Dealing with Highly Dimensional Data using Principal Component Analysis (PCA)

A beginners guide to PCA and how to implement it using sklearn (with code!)

Published in

Towards Data Science

6 min readApr 24, 2020

A common issue for data scientists when creating an algorithm is having too many variables. Naturally, you would think that adding more information would only make your model better, but with every feature you add comes another dimension. As humans, we can only visualize things in 2-dimensions or 3-dimensions. For data, this rule does not apply! Data can have an infinite amount of dimensions, but this is where the curse of dimensionality comes into play.

The Curse of Dimensionality is a paradox that data scientists face quite frequently. You want to use more information in order to improve the accuracy of your machine learning model, but the more features you add, the number of dimensions (n) increases. As the dimensionality of the feature space increases, the number of configurations increases exponentially, and in turn, the number of configurations covered by observation decreases.

Our ultimate goal as data scientists is to create simple models that can run quickly and are easy to explain. When we have a large amount of features, our model becomes more complex and the explainability decreases. To deal with these complicated datasets, Principal Component Analysis is an ideal method to reduce the dimensions of your data.

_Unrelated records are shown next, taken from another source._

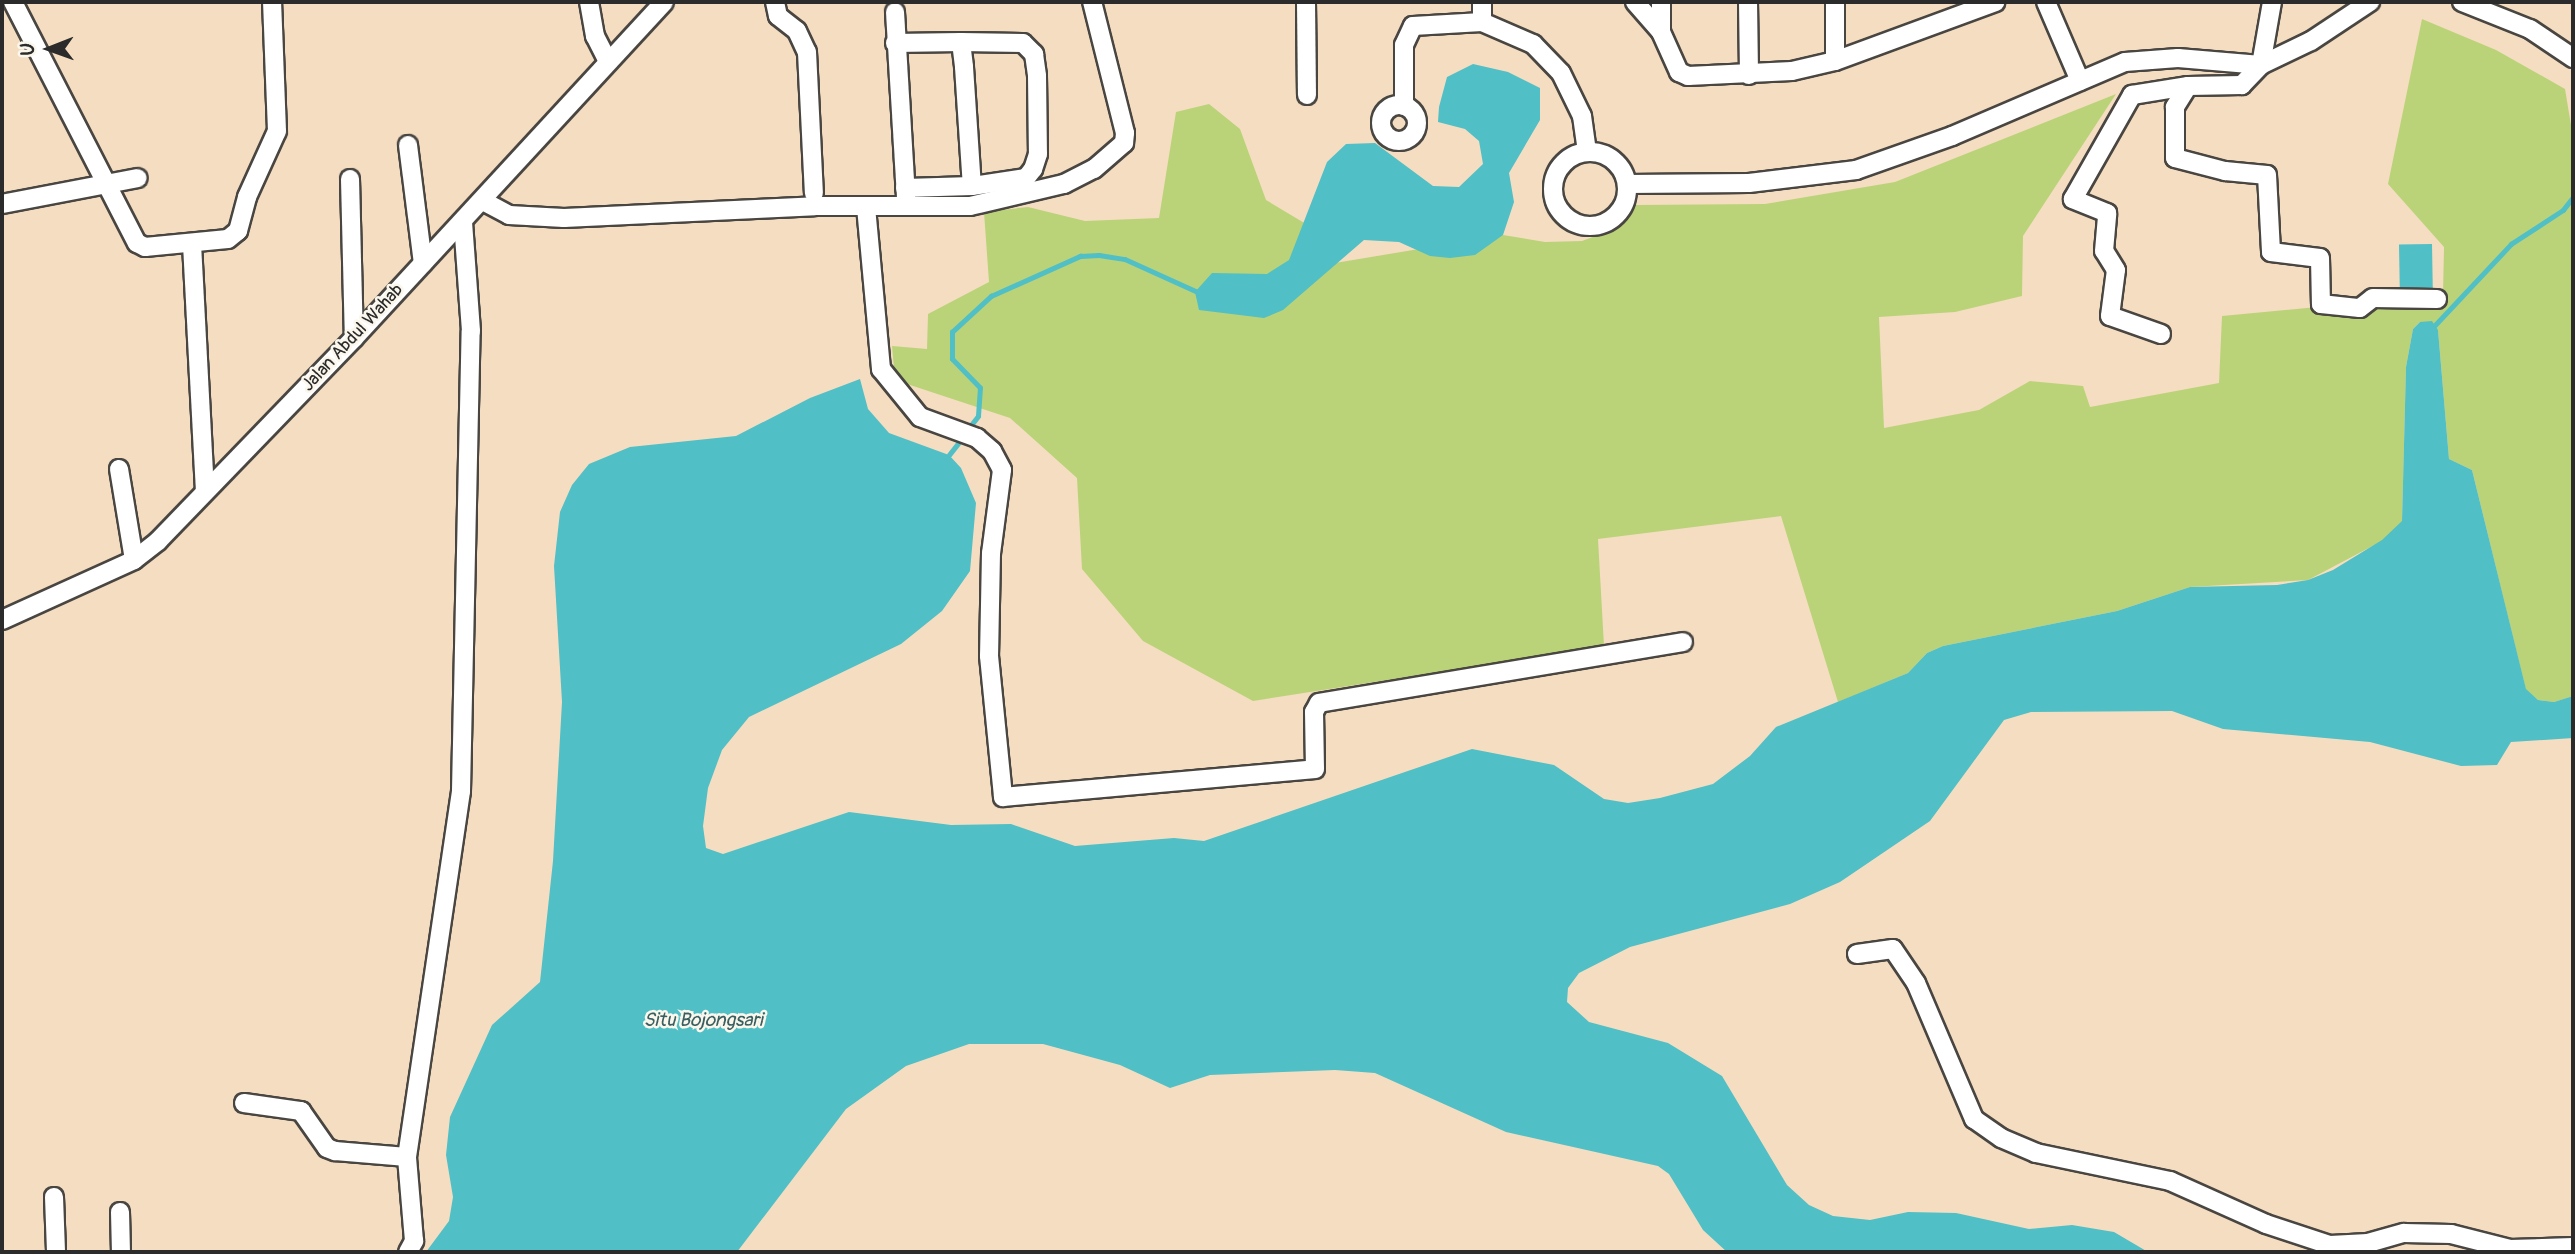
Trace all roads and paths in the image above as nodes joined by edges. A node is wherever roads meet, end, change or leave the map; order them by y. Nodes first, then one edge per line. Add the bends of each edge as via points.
1 (13, 2) edge
2 (272, 2) edge
3 (589, 2) edge
4 (664, 2) edge
5 (775, 2) edge
6 (1092, 2) edge
7 (1306, 2) edge
8 (1482, 2) edge
9 (1634, 2) edge
10 (1661, 2) edge
11 (1748, 2) edge
12 (1835, 2) edge
13 (1995, 2) edge
14 (2046, 2) edge
15 (2272, 2) edge
16 (2370, 2) edge
17 (2462, 2) edge
18 (2502, 8) edge
19 (895, 12) dead end
20 (1482, 22) junction
21 (1661, 32) junction
22 (961, 42) junction
23 (895, 43) junction
24 (2573, 58) edge
25 (608, 61) junction
26 (1835, 61) junction
27 (2261, 65) junction
28 (1749, 75) junction
29 (2080, 81) junction
30 (2188, 86) junction
31 (1307, 95) dead end
32 (1405, 106) dead end
33 (408, 145) dead end
34 (1587, 151) junction
35 (138, 178) dead end
36 (350, 178) dead end
37 (1627, 184) junction
38 (108, 186) junction
39 (972, 186) junction
40 (814, 193) dead end
41 (906, 196) junction
42 (483, 201) junction
43 (2, 204) edge
44 (866, 207) junction
45 (463, 222) junction
46 (192, 244) junction
47 (423, 263) junction
48 (2437, 299) dead end
49 (2161, 334) dead end
50 (354, 338) junction
51 (119, 469) dead end
52 (205, 489) junction
53 (134, 560) junction
54 (2, 621) edge
55 (1683, 642) dead end
56 (1857, 954) dead end
57 (244, 1103) dead end
58 (407, 1157) junction
59 (54, 1197) dead end
60 (120, 1212) dead end
61 (411, 1246) edge
62 (2573, 1247) edge
63 (56, 1252) edge
64 (121, 1252) edge

1 - 38 street
2 - 46 street via 278,117 275,141 247,197 238,231 228,239
3 - 25 street via 595,36
4 - 25 street, Jalan Abdul Wahab
5 - 40 street via 778,16 797,31 807,52
6 - 41 street via 1124,143 1094,169 1022,197 970,206
7 - 31 street
8 - 20 street
9 - 21 street
10 - 21 street
11 - 28 street
12 - 26 street
13 - 26 street
14 - 29 street
15 - 27 street
16 - 27 street via 2311,41
17 - 18 street
18 - 24 street
19 - 23 street
20 - 32 street via 1413,26 1404,45
20 - 34 street via 1506,30 1547,55 1573,93
21 - 28 street via 1679,72
22 - 23 street
22 - 39 street
22 - 39 street via 1023,43 1034,54 1037,76 1038,154 1033,169 1026,178
23 - 41 street
25 - 42 street, Jalan Abdul Wahab
26 - 28 street
27 - 29 street via 2159,57 2125,62
27 - 30 street via 2242,85
29 - 37 street via 1856,170 1749,183
30 - 48 street via 2175,107 2175,158 2225,171 2267,175 2271,253 2320,258 2321,304 2360,308 2374,298
30 - 49 street via 2132,95 2073,199 2107,213 2104,251 2116,270 2110,316
33 - 47 street
34 - 37 street via 1614,160
34 - 37 street via 1560,167 1554,181 1557,204 1573,222 1604,223 1625,201
35 - 38 street
36 - 50 street
38 - 43 street
38 - 46 street via 141,246
39 - 41 street
41 - 44 street
42 - 44 street via 509,215 564,219
42 - 45 street, Jalan Abdul Wahab
44 - 55 street via 881,369 920,417 976,438 992,451 1002,470 991,553 989,656 1003,797 1315,769 1314,712 1319,703
45 - 47 street, Jalan Abdul Wahab
45 - 58 street via 471,331 461,791
46 - 52 street
47 - 50 street, Jalan Abdul Wahab
50 - 52 street, Jalan Abdul Wahab
51 - 53 street
52 - 53 street, Jalan Abdul Wahab via 158,541
53 - 54 street, Jalan Abdul Wahab
56 - 62 street via 1893,949 1916,983 1974,1119 2001,1138 2036,1153 2170,1181 2266,1224 2330,1245 2368,1243 2404,1233 2451,1234 2511,1249
57 - 58 street via 301,1111 327,1148 335,1151
58 - 61 street
59 - 63 street
60 - 64 street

What is Principal Component Analysis and what is it used for?

Principal Component Analysis, or more commonly known as PCA, is a way to reduce the number of variables while maintaining the majority of the important information. It transforms a number of variables that may be correlated into a smaller number of uncorrelated variables, known as principal components. The principal components are linear combinations of the original variables weighted by their variances (or eigenvalues) in a particular orthogonal dimension. The main objective of PCA is to simplify your model features into fewer components to help visualize patterns in your data and to help your model run faster. Using PCA also reduces the chance of overfitting your model by eliminating features with high correlation.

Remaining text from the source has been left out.